======== Extracted data ========
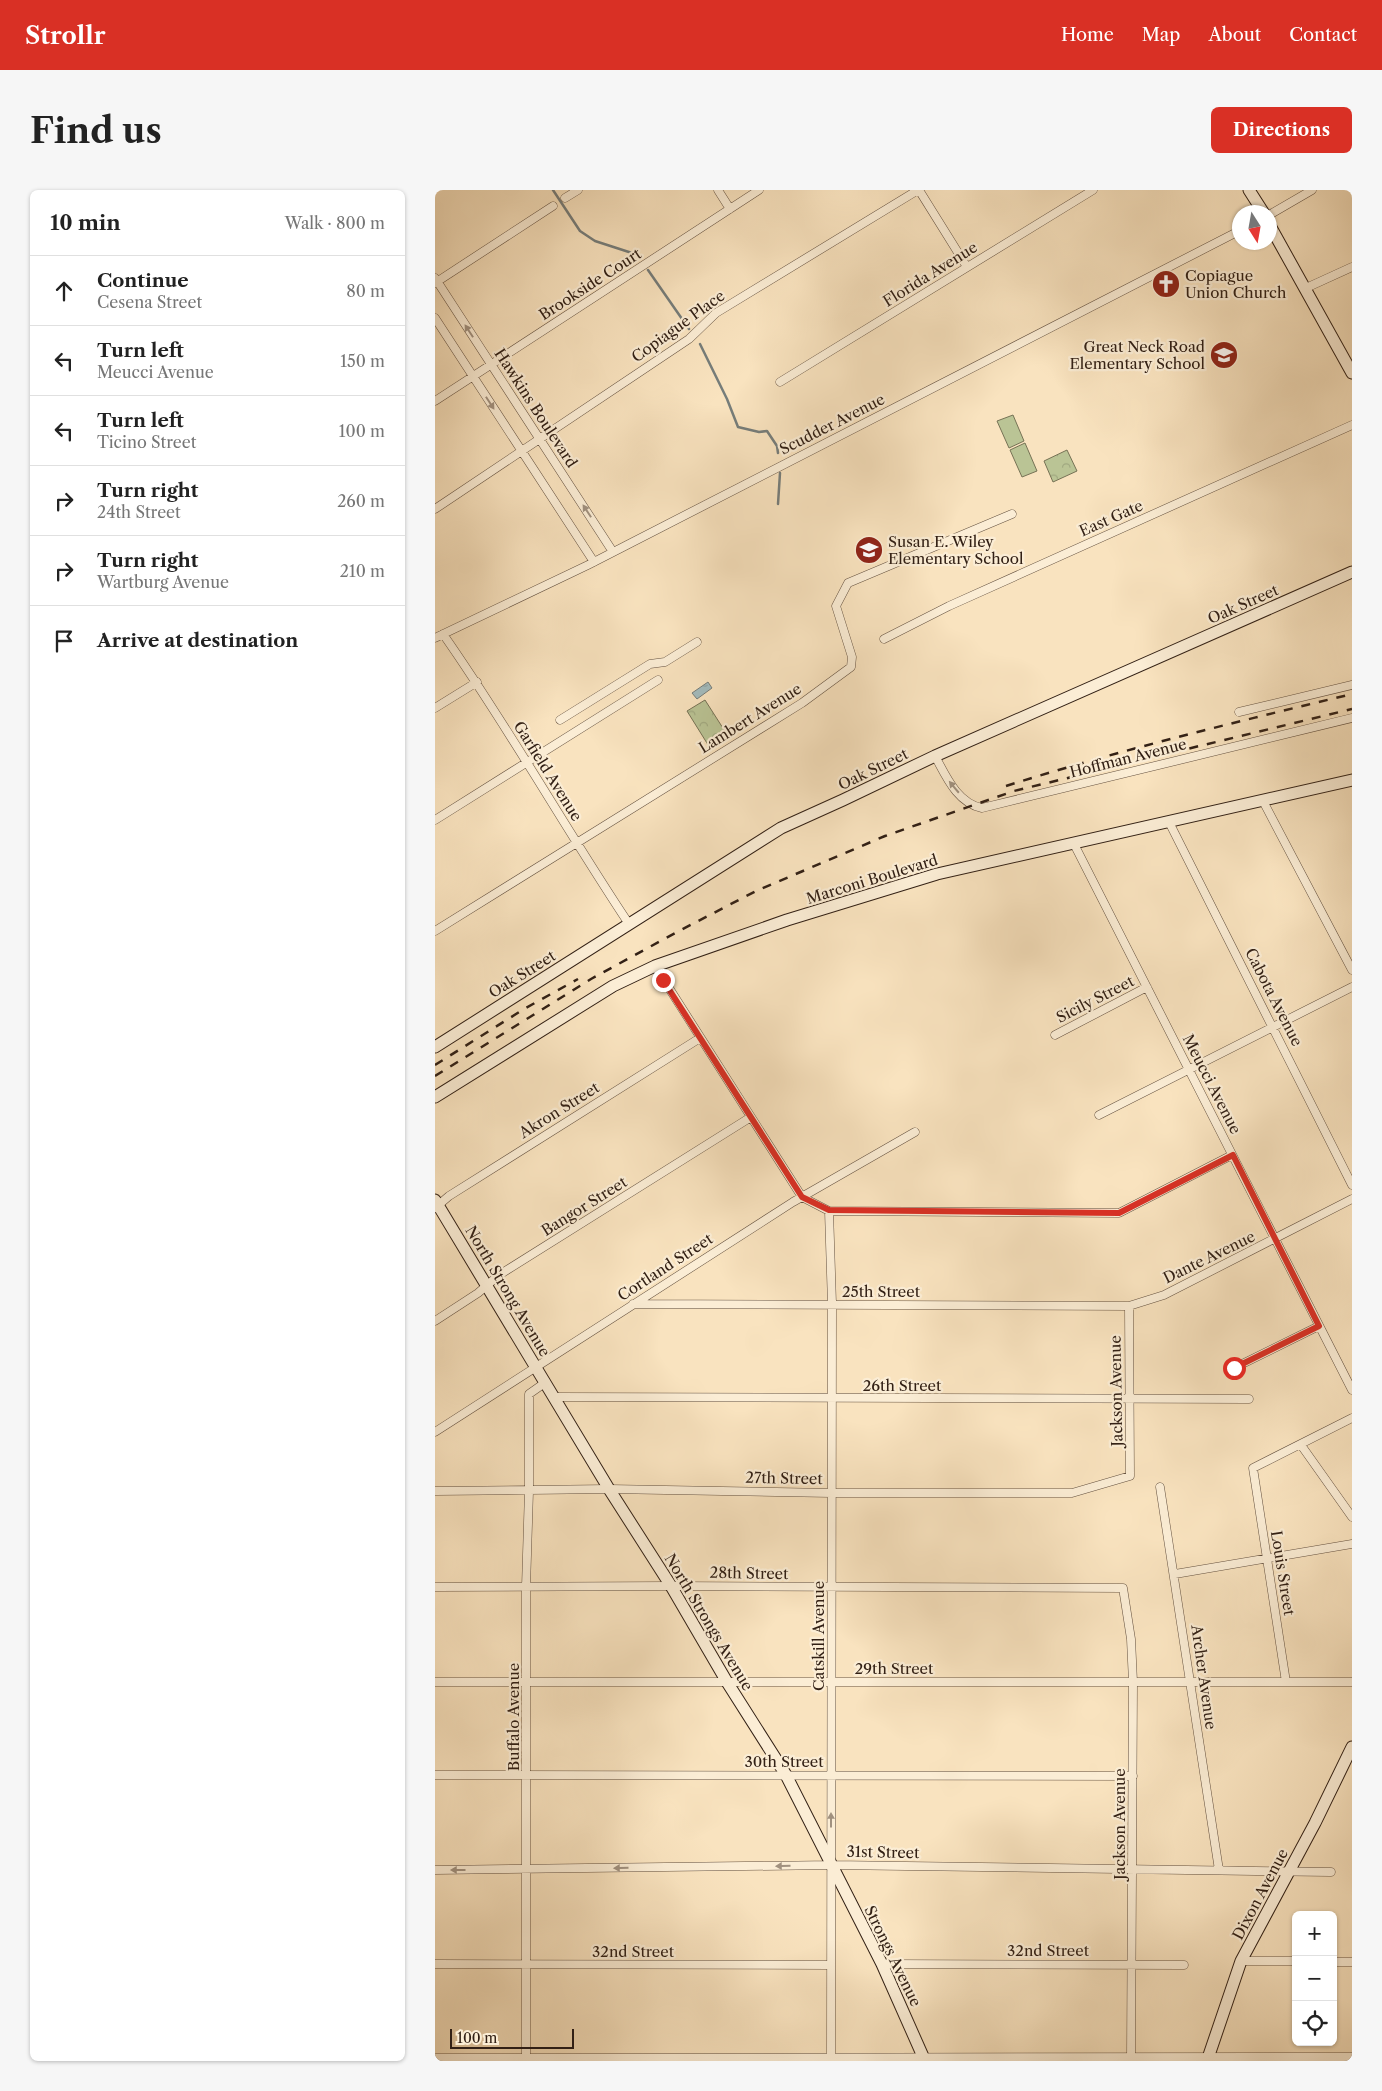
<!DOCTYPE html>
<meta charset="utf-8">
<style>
body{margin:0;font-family:"Libre Caslon Text",serif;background:#f6f6f6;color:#222}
.controls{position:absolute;right:15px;bottom:15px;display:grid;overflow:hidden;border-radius:8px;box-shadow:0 1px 4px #0004}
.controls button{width:45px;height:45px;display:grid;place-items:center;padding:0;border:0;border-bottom:1px solid #e0e0e0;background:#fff;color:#222;font:25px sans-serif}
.compass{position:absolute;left:797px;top:15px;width:45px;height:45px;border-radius:50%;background:#fff;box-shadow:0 1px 4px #0004;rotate:169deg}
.scale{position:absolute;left:15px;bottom:12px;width:124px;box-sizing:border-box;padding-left:5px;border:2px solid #322015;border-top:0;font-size:14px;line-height:18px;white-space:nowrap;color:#322015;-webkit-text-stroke:4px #fbedd5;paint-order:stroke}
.stop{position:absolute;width:15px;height:15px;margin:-11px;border:4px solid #d93025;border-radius:50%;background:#fff}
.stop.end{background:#d93025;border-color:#fff;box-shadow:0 1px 5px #0008}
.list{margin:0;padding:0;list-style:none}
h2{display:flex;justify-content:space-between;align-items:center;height:65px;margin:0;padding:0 20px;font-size:21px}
h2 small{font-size:16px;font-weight:400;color:#767676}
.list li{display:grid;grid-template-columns:32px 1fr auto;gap:15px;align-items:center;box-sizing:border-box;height:70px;padding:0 20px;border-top:1px solid #e0e0e0}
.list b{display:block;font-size:19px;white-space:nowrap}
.list p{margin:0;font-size:16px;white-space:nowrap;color:#767676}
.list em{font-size:16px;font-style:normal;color:#767676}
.icon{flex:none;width:28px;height:28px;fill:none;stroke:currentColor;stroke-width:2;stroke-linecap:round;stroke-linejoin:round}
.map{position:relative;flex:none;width:917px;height:1871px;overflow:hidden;border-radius:8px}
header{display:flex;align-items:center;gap:30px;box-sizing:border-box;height:70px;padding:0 25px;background:#d93025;color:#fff}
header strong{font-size:24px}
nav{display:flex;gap:28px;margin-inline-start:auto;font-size:18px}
.intro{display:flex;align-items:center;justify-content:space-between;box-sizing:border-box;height:120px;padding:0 30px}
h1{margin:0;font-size:35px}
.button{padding:12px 22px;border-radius:8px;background:#d93025;color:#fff;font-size:18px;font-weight:700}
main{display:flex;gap:30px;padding:0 30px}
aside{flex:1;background:#fff;border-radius:8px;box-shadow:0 1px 4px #0004}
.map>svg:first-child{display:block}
.grass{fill:#bac495;stroke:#767255}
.park{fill:url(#park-crowns);stroke:#767255}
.water{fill:url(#water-ripples);stroke:#767d7a}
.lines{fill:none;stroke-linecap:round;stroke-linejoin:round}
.stream{stroke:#767d7a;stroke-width:2.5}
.street-casing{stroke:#645140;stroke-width:9}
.secondary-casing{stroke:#322015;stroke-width:13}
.street{stroke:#fbedd5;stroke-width:8}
.secondary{stroke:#fbedd5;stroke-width:11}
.rail{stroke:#322015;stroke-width:2.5;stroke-dasharray:9 9;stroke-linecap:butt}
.oneway{fill:#a1917f}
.route{stroke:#d93025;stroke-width:6}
.labels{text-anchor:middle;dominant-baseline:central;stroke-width:4.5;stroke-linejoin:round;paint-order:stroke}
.street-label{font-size:15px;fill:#322015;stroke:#fbedd5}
.poi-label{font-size:15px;fill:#322015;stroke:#fbedd5;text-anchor:start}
</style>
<header>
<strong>Strollr</strong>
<nav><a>Home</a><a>Map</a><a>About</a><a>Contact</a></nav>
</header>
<div class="intro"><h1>Find us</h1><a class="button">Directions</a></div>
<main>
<aside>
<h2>10 min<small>Walk · 800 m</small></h2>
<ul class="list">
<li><svg class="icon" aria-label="ahead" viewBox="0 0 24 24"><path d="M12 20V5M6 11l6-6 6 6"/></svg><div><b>Continue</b><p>Cesena Street</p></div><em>80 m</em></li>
<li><svg class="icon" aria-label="left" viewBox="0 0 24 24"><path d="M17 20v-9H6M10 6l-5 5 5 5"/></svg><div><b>Turn left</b><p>Meucci Avenue</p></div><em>150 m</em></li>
<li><svg class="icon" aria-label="left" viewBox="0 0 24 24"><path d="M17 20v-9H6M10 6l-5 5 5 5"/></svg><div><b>Turn left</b><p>Ticino Street</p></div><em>100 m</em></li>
<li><svg class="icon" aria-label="right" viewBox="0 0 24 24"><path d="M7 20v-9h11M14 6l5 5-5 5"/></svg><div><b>Turn right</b><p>24th Street</p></div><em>260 m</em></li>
<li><svg class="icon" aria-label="right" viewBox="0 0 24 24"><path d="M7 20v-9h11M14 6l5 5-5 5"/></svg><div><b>Turn right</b><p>Wartburg Avenue</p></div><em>210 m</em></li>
<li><svg class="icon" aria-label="arrive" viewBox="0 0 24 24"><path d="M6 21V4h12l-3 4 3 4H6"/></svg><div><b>Arrive at destination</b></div></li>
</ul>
</aside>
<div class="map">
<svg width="917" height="1871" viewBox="0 0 917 1871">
<defs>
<pattern id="park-crowns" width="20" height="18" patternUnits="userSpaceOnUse" patternTransform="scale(1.25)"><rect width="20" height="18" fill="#bac495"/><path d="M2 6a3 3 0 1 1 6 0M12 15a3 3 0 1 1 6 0" fill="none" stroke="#a0a880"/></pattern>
<pattern id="water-ripples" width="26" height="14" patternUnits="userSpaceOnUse" patternTransform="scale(1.25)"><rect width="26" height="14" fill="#a3bbbd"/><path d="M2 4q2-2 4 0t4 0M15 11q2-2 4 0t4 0" fill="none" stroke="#8da0a2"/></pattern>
</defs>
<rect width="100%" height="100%" fill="#f9e3bf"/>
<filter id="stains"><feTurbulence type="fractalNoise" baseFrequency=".004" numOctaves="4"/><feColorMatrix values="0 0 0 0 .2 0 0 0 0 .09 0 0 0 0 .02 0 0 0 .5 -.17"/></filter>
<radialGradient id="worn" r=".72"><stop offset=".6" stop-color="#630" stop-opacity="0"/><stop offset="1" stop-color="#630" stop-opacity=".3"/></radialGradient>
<!-- grass -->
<path class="grass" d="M578 225 589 251 574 258 562 231Z
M590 253 602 281 587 287 575 260Z"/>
<!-- park -->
<path class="park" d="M632 260 642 281 618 292 609 271Z
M270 510 293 546 275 558 252 521Z"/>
<!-- water -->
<path class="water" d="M273 492 277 498 262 509 257 503Z"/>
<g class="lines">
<!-- stream -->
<path class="stream" d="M118 0 145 41 160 51 197 63
M213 80 254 139
M265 154 292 209 303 237 324 242 332 241 342 256 343 263
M343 314 345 283"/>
<defs>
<path id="street" d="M283 0 295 19
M484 0 532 77
M130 8 143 0
M834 25 877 0
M0 88 178 362
M0 93 118 16
M871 98 917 77
M0 128 159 372
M345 192 658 0
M0 211 324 0
M0 319 254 149 281 123 483 0
M8 444C74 538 130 638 194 734
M0 448 153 375 804 41
M449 449 514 416 917 235
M0 518 42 492
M804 522 917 495
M125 530 215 474 230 472 262 452
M500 566C511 586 522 613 547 618L917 528
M828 611 917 780
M0 630 223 490
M734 632 917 995
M639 654 917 1200
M0 741 367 513 416 477 417 467 401 416 413 393 577 324
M220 776 367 1007 394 1021 684 1023 797 965
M620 845 712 797
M664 925 917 797
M0 1018 14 1006 265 848
M394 1021 397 1114 396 1871
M198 1114 694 1116 729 1105 917 1009
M0 1131 43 1103 64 1085 316 927
M799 1178 884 1136
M120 1207 814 1209
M0 1242 358 1012 480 942
M866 1255 917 1327
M725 1297 784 1680
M0 1301 174 1299 396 1303H637L695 1286 694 1116
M740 1384 917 1354
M0 1397 236 1396 688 1398 696 1449 698 1492 696 1871
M0 1492H917
M851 1492 818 1278 917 1228
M0 1585 698 1586
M0 1680 397 1675 896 1682
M806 1771H861
M898 1772H917
M0 1774 396 1775
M447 1774 749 1775
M0 1868 917 1867
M91 1871V1397L94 1301V1204L111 1192"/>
<path id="secondary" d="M814 0 828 22
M834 34 917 183
M0 857 346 638 408 610 500 566 917 382
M0 907 178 796 220 776 352 730 502 684 917 590
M0 1010 174 1299 236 1396 292 1492 351 1585 447 1774 490 1871
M772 1871 806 1771 880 1633 917 1557"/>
</defs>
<!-- street casing -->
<use href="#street" class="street-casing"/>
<!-- secondary casing -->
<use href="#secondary" class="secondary-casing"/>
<!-- street -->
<use href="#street" class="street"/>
<!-- secondary -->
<use href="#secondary" class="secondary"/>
<!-- rail -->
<path class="rail" d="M571 596C685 560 801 532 917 504
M0 875 89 819 143 789
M0 886 156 789 242 742 321 701 450 646 579 601 917 519"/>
</g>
<!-- one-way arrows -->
<defs><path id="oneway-solid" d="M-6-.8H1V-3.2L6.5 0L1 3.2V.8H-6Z" transform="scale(1.25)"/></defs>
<g class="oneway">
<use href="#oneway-solid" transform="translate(34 141) rotate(-123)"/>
<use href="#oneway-solid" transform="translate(55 213) rotate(57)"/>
<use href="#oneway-solid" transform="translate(152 321) rotate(-123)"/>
<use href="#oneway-solid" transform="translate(519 597) rotate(-130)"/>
<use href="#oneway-solid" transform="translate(396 1630) rotate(-90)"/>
<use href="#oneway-solid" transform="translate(348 1676) rotate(179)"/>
<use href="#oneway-solid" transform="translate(186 1678) rotate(179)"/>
<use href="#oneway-solid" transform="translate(23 1680) rotate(180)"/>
</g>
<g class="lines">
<!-- route -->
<path class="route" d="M228 790 367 1007 394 1020 684 1023 798 965 884 1136 799 1178"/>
</g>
<!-- icons -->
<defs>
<symbol id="church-disc" viewBox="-11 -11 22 22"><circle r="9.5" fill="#8f2418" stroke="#fbedd5"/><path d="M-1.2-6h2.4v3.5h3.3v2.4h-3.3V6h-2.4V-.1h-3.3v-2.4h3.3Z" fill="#fff"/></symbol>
<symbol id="school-disc" viewBox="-11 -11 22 22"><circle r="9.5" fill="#8f2418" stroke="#fbedd5"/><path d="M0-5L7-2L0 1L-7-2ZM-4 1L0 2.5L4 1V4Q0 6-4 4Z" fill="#fff"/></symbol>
</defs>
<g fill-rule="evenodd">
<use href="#church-disc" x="715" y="78" width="32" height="32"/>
<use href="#school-disc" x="773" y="149" width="32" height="32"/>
<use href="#school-disc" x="418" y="344" width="32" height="32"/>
</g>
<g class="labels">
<!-- street labels -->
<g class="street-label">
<text transform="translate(495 84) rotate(-32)">Florida Avenue</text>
<text transform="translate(155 94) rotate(-33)">Brookside Court</text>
<text transform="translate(243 136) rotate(-36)">Copiague Place</text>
<text transform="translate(101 218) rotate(57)">Hawkins Boulevard</text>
<text transform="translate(397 234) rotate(-27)">Scudder Avenue</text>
<text transform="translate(676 328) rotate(-24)">East Gate</text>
<text transform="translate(808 414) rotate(-24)">Oak Street</text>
<text transform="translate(315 528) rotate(-32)">Lambert Avenue</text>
<text transform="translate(693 568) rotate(-14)">Hoffman Avenue</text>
<text transform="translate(438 579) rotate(-26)">Oak Street</text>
<text transform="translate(113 581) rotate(58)">Garfield Avenue</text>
<text transform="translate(437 689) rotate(-17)">Marconi Boulevard</text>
<text transform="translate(87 784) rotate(-32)">Oak Street</text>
<text transform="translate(839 807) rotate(63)">Cabota Avenue</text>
<text transform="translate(660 809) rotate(-27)">Sicily Street</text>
<text transform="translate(777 894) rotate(63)">Meucci Avenue</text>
<text transform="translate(124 920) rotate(-32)">Akron Street</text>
<text transform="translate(149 1016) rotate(-32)">Bangor Street</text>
<text transform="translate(774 1067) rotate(-26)">Dante Avenue</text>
<text transform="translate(230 1077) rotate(-33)">Cortland Street</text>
<text transform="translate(73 1101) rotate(59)">North Strong Avenue</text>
<text x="446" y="1101">25th Street</text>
<text x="467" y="1195">26th Street</text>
<text transform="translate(681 1201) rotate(-91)">Jackson Avenue</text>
<text transform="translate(349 1288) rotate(1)">27th Street</text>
<text transform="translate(314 1383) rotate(1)">28th Street</text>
<text transform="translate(848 1383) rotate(81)">Louis Street</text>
<text transform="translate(274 1432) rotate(59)">North Strongs Avenue</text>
<text transform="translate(383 1446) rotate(-90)">Catskill Avenue</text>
<text x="459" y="1478">29th Street</text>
<text transform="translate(769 1487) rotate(82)">Archer Avenue</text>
<text transform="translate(78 1527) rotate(-90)">Buffalo Avenue</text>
<text x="349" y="1571">30th Street</text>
<text transform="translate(684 1634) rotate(-90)">Jackson Avenue</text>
<text transform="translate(448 1662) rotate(1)">31st Street</text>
<text transform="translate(825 1704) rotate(-62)">Dixon Avenue</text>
<text x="613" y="1760">32nd Street</text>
<text x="198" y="1761">32nd Street</text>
<text transform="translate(458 1766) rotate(64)">Strongs Avenue</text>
</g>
<!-- poi labels -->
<g class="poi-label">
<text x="750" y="85">Copiague<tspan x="750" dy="17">Union Church</tspan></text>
<text x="770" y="156" text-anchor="end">Great Neck Road<tspan x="770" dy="17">Elementary School</tspan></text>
<text x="453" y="351">Susan E. Wiley<tspan x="453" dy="17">Elementary School</tspan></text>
</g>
</g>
<rect width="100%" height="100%" filter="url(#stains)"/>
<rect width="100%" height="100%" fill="url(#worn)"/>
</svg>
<div class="controls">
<button>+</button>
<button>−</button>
<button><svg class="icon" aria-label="locate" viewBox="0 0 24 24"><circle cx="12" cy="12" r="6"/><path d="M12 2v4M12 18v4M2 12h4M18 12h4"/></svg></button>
</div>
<svg class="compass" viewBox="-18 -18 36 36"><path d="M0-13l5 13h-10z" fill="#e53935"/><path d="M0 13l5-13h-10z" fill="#767676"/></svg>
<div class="scale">100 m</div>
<div class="stop" style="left:799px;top:1178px"></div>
<div class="stop end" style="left:228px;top:790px"></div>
</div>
</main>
========
Assigned task:
For the string "nowrap", filter the data and copy out each line where it occurs.

Output below:
.scale{position:absolute;left:15px;bottom:12px;width:124px;box-sizing:border-box;padding-left:5px;border:2px solid #322015;border-top:0;font-size:14px;line-height:18px;white-space:nowrap;color:#322015;-webkit-text-stroke:4px #fbedd5;paint-order:stroke}
.list b{display:block;font-size:19px;white-space:nowrap}
.list p{margin:0;font-size:16px;white-space:nowrap;color:#767676}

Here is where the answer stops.